#### GIVEN RECORDS
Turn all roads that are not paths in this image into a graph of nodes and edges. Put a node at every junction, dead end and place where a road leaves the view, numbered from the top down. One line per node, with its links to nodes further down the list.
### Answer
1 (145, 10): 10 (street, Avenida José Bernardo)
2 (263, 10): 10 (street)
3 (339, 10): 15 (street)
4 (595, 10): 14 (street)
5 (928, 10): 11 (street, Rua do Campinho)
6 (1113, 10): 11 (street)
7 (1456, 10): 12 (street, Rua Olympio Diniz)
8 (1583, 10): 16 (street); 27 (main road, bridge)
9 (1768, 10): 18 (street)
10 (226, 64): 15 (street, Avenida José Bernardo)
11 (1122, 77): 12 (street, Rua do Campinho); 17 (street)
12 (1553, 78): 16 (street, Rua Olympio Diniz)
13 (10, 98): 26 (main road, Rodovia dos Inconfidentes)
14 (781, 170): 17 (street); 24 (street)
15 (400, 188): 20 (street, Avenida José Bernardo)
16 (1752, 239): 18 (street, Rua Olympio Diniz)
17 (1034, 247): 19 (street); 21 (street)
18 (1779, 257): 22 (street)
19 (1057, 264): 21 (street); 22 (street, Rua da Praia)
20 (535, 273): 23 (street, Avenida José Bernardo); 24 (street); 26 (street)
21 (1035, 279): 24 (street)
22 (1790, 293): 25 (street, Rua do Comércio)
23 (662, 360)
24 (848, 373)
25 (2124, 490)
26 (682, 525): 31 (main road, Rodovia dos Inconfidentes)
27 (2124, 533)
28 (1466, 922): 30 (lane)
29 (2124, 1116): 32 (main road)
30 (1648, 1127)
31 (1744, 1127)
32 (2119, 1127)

#### WORK TO BE COMPLETED
Give back all the records above exactly as they were written.

#### REPLY
Turn all roads that are not paths in this image into a graph of nodes and edges. Put a node at every junction, dead end and place where a road leaves the view, numbered from the top down. One line per node, with its links to nodes further down the list.
### Answer
1 (145, 10): 10 (street, Avenida José Bernardo)
2 (263, 10): 10 (street)
3 (339, 10): 15 (street)
4 (595, 10): 14 (street)
5 (928, 10): 11 (street, Rua do Campinho)
6 (1113, 10): 11 (street)
7 (1456, 10): 12 (street, Rua Olympio Diniz)
8 (1583, 10): 16 (street); 27 (main road, bridge)
9 (1768, 10): 18 (street)
10 (226, 64): 15 (street, Avenida José Bernardo)
11 (1122, 77): 12 (street, Rua do Campinho); 17 (street)
12 (1553, 78): 16 (street, Rua Olympio Diniz)
13 (10, 98): 26 (main road, Rodovia dos Inconfidentes)
14 (781, 170): 17 (street); 24 (street)
15 (400, 188): 20 (street, Avenida José Bernardo)
16 (1752, 239): 18 (street, Rua Olympio Diniz)
17 (1034, 247): 19 (street); 21 (street)
18 (1779, 257): 22 (street)
19 (1057, 264): 21 (street); 22 (street, Rua da Praia)
20 (535, 273): 23 (street, Avenida José Bernardo); 24 (street); 26 (street)
21 (1035, 279): 24 (street)
22 (1790, 293): 25 (street, Rua do Comércio)
23 (662, 360)
24 (848, 373)
25 (2124, 490)
26 (682, 525): 31 (main road, Rodovia dos Inconfidentes)
27 (2124, 533)
28 (1466, 922): 30 (lane)
29 (2124, 1116): 32 (main road)
30 (1648, 1127)
31 (1744, 1127)
32 (2119, 1127)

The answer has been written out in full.